Show, from the records below, all lines that contain the word "NERZWEG".

+++

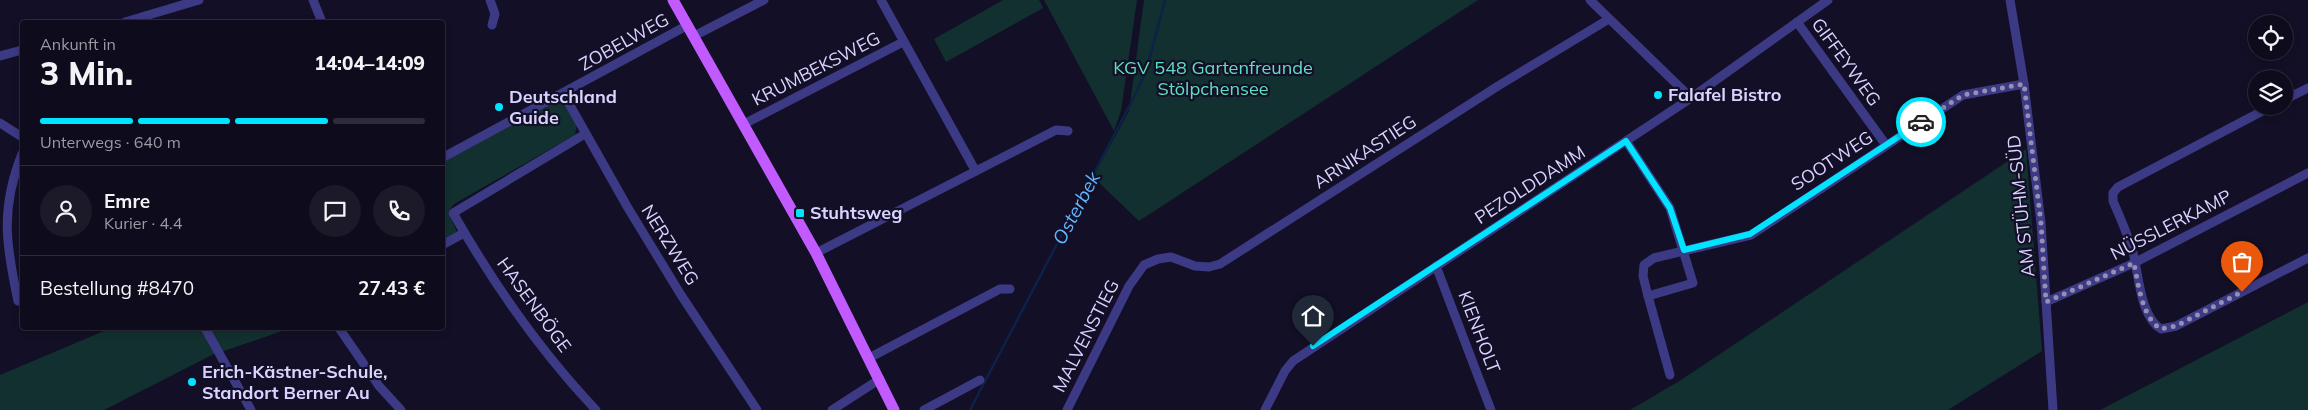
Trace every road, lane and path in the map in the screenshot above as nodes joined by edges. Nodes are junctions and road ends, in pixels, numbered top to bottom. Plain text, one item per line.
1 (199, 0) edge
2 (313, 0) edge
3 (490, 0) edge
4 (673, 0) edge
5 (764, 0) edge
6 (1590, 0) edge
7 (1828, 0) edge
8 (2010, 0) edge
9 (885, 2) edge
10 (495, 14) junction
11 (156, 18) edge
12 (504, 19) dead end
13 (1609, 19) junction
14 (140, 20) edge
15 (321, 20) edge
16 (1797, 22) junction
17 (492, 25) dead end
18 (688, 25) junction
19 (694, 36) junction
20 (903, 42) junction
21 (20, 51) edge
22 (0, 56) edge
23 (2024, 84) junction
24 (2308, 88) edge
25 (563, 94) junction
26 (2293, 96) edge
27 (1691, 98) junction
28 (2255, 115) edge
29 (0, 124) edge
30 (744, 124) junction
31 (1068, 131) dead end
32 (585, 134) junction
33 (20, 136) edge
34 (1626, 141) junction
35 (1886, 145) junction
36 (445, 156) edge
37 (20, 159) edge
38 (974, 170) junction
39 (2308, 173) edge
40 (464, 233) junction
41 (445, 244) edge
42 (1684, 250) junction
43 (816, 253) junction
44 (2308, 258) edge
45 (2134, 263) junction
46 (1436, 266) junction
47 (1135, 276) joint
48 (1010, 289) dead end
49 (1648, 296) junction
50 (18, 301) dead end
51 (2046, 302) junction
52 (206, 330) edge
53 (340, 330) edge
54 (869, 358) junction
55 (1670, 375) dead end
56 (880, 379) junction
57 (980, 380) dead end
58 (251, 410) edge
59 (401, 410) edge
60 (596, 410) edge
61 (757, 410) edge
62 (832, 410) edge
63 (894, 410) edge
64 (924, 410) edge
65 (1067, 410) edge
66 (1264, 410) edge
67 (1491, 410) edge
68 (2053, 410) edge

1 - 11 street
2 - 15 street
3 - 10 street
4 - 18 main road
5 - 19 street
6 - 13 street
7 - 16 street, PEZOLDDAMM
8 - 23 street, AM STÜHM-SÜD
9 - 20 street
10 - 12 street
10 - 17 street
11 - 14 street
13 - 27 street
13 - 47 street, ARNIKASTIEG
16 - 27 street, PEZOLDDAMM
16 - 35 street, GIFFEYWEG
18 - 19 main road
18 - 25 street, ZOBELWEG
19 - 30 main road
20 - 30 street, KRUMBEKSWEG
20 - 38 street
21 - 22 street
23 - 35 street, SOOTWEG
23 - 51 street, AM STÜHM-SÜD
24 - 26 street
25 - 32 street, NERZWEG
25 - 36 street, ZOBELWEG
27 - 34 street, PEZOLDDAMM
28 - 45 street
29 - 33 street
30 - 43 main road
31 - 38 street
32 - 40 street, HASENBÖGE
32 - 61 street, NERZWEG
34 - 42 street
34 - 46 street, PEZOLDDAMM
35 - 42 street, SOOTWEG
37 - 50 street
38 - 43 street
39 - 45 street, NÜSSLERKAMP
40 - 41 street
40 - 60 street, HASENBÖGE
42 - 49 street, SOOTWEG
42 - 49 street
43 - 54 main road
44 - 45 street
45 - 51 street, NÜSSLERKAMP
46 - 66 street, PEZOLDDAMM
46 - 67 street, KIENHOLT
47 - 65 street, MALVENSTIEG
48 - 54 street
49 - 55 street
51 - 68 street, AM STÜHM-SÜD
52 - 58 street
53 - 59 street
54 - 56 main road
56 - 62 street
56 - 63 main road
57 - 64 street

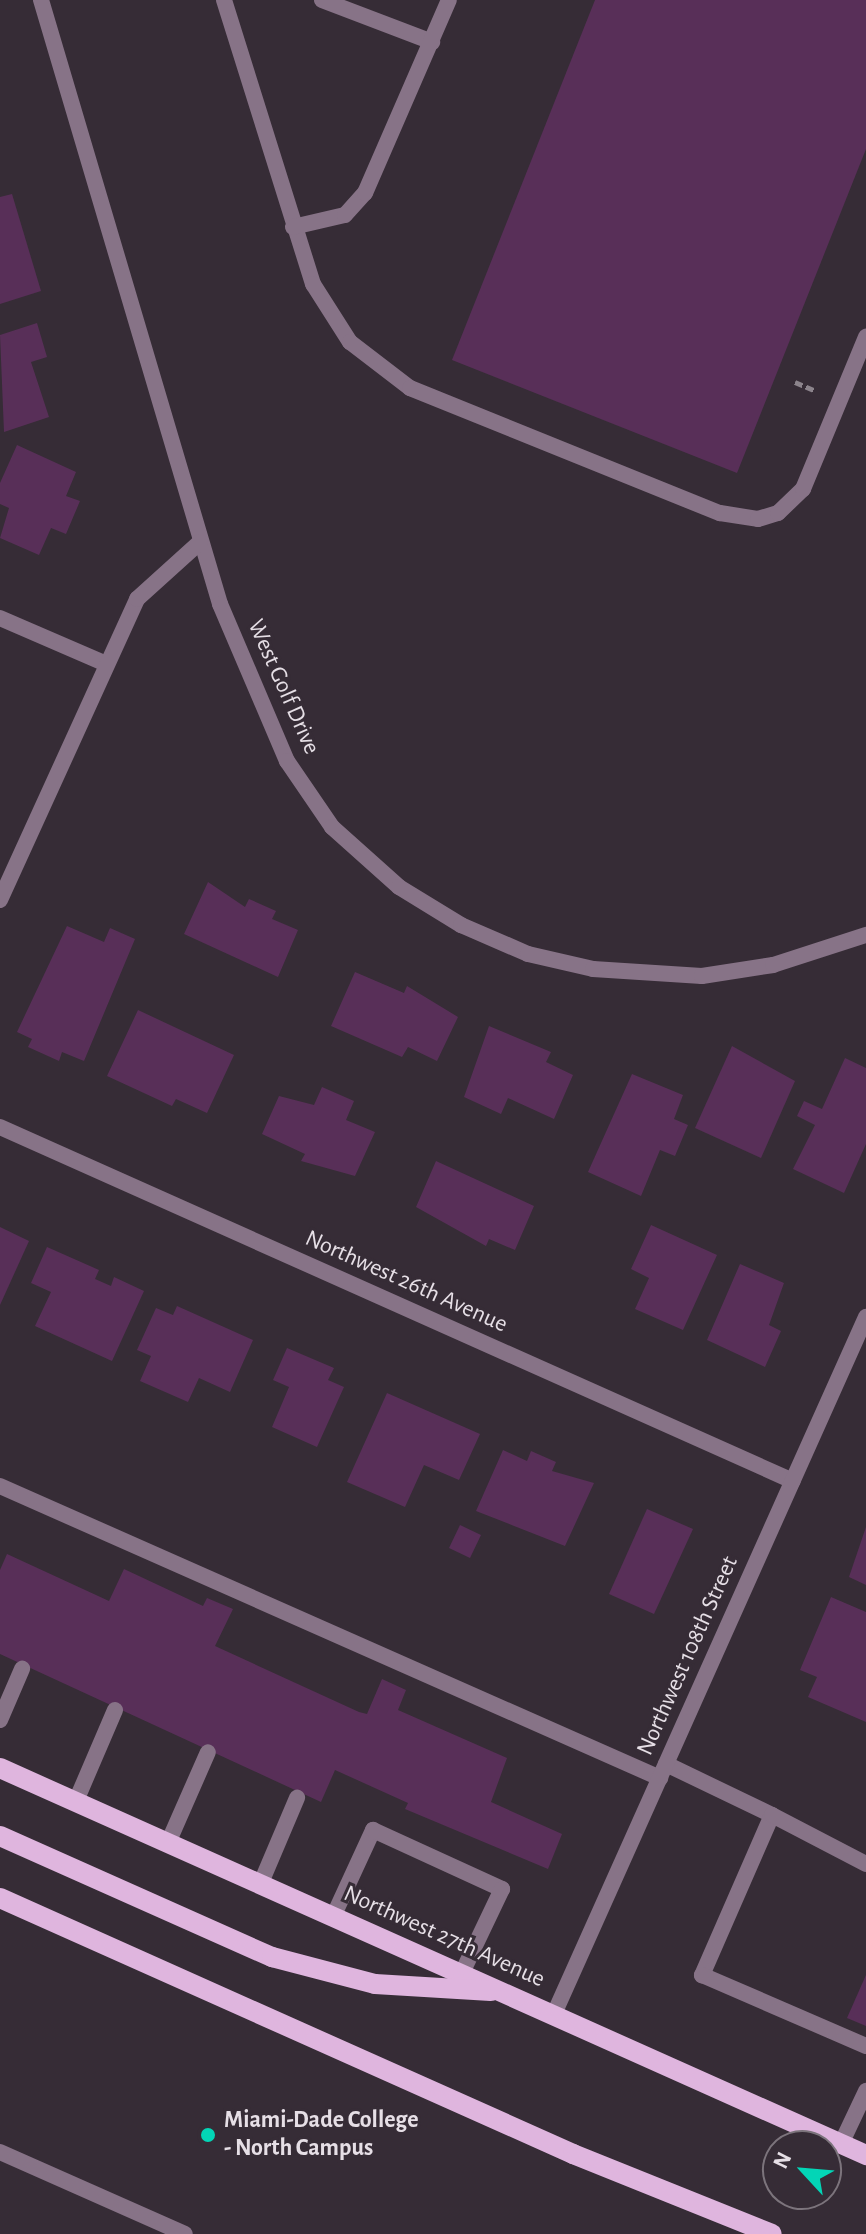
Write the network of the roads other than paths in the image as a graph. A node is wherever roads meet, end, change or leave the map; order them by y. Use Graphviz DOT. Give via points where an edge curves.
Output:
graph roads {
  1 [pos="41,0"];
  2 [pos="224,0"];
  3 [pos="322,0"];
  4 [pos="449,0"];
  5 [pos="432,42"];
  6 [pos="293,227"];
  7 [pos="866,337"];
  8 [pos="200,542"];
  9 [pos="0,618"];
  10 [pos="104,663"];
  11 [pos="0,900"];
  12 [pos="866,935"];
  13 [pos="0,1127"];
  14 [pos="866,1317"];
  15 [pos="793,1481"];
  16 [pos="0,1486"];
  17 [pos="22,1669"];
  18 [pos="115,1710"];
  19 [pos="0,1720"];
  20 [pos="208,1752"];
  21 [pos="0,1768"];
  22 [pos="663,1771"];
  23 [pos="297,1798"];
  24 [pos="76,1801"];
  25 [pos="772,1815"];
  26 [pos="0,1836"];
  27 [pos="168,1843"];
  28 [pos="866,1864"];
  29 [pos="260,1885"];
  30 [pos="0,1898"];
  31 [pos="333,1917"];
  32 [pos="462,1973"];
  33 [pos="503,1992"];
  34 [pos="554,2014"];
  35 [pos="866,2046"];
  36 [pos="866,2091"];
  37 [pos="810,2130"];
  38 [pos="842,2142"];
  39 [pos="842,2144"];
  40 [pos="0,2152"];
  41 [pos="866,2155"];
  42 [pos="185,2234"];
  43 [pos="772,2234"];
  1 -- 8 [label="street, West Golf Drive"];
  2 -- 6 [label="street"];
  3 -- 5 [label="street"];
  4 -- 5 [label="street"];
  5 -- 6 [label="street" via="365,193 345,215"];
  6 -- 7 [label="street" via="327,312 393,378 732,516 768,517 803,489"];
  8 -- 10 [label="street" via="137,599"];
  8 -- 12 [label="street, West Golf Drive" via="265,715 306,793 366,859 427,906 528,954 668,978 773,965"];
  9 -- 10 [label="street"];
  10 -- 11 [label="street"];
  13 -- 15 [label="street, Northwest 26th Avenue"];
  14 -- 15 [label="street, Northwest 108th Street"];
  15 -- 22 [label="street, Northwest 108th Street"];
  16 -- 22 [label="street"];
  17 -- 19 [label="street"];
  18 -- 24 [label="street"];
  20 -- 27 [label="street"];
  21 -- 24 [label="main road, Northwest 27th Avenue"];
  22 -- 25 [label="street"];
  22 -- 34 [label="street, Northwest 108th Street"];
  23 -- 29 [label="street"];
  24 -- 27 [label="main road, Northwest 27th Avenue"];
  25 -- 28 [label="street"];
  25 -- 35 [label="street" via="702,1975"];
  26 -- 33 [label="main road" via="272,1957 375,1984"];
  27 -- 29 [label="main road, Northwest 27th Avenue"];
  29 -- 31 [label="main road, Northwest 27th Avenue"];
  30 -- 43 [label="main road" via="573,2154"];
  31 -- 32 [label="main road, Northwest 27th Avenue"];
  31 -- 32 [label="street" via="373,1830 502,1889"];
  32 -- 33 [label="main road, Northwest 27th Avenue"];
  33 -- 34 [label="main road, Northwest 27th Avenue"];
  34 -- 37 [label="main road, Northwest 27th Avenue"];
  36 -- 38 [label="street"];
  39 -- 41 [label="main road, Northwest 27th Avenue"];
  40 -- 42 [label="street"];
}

+++

- _FINISHED EXERCISE_:
25 - 32 street, NERZWEG
32 - 61 street, NERZWEG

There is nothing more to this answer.